▸ **Directions for this task**: Among the records below, find the lines that contain "paths" and copy each of them.

▸ **Data**:
--- --- ---

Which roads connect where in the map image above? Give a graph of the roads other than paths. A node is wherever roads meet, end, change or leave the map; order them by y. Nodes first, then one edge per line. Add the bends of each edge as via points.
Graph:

--- --- ---

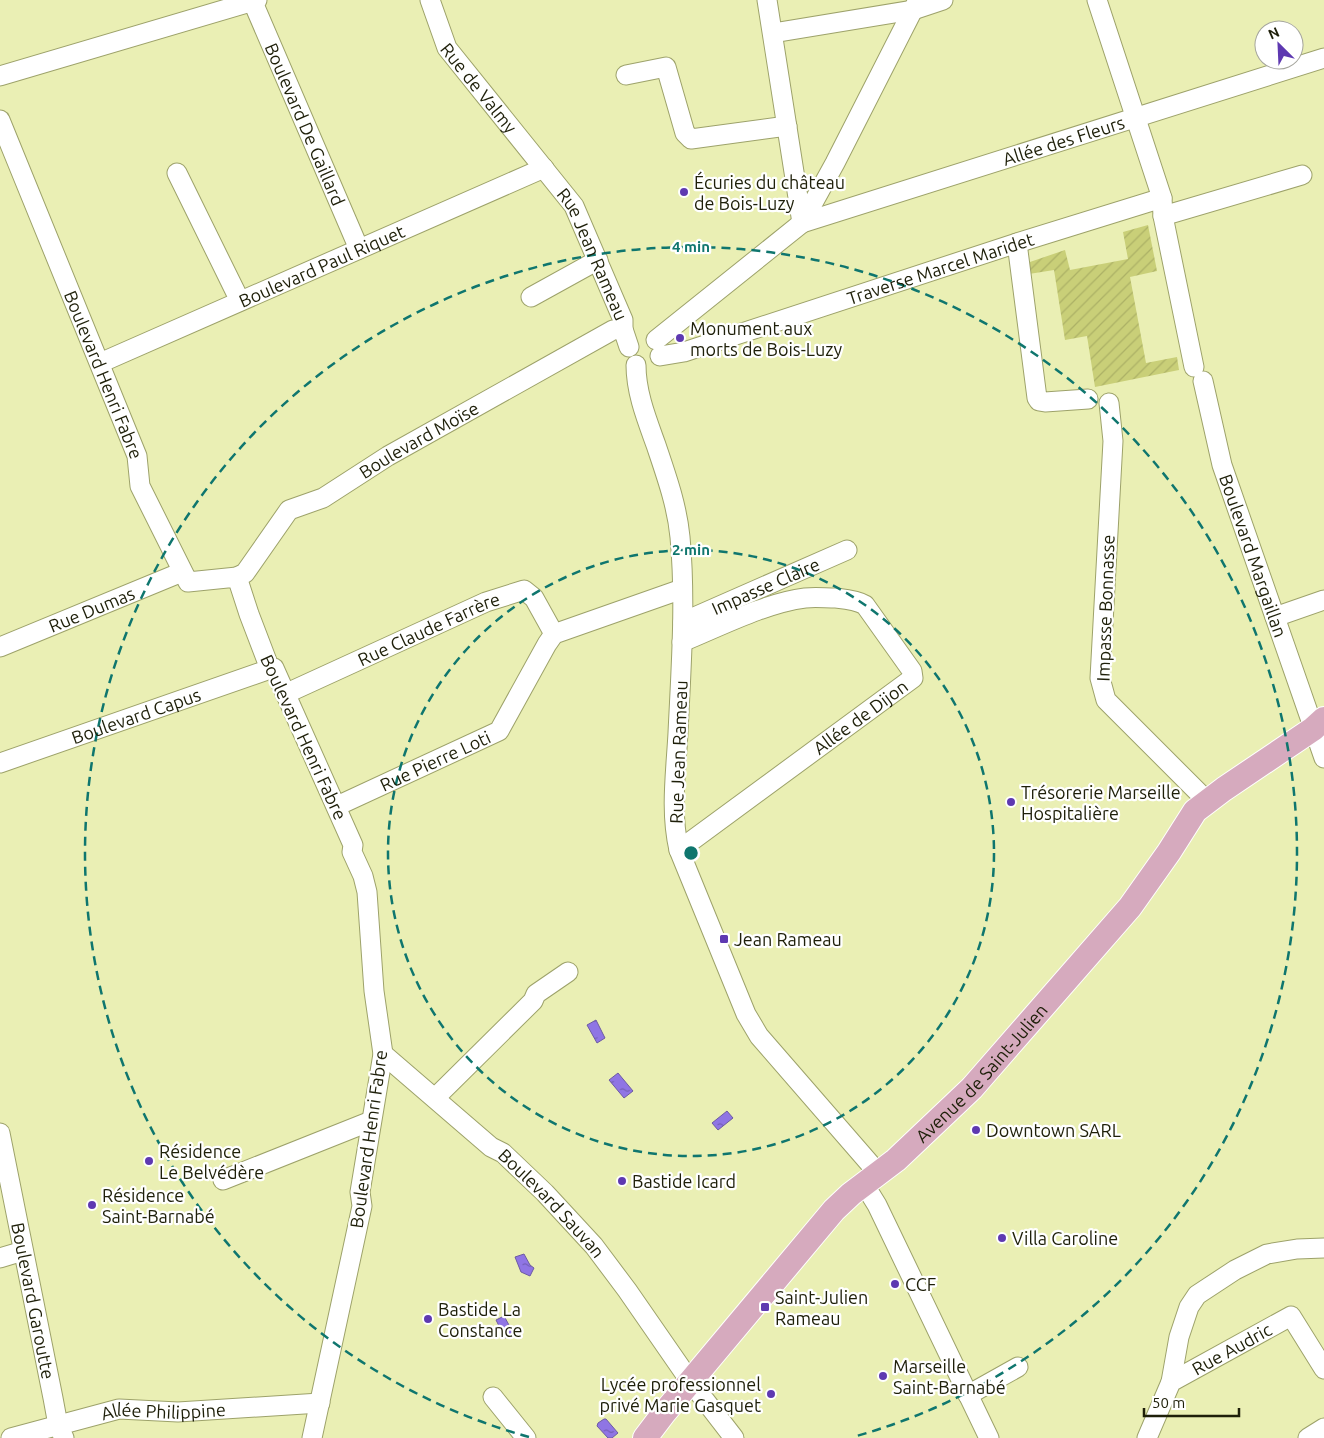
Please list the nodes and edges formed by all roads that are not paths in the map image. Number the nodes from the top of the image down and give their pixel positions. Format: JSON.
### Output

--- --- ---

▸ **Completed task**:
Which roads connect where in the map image above? Give a graph of the roads other than paths. A node is wherever roads meet, end, change or leave the map; order them by y. Nodes first, then one edge per line. Add the bends of each edge as via points.
Please list the nodes and edges formed by all roads that are not paths in the map image. Number the nodes from the top of the image down and give their pixel positions. Format: JSON.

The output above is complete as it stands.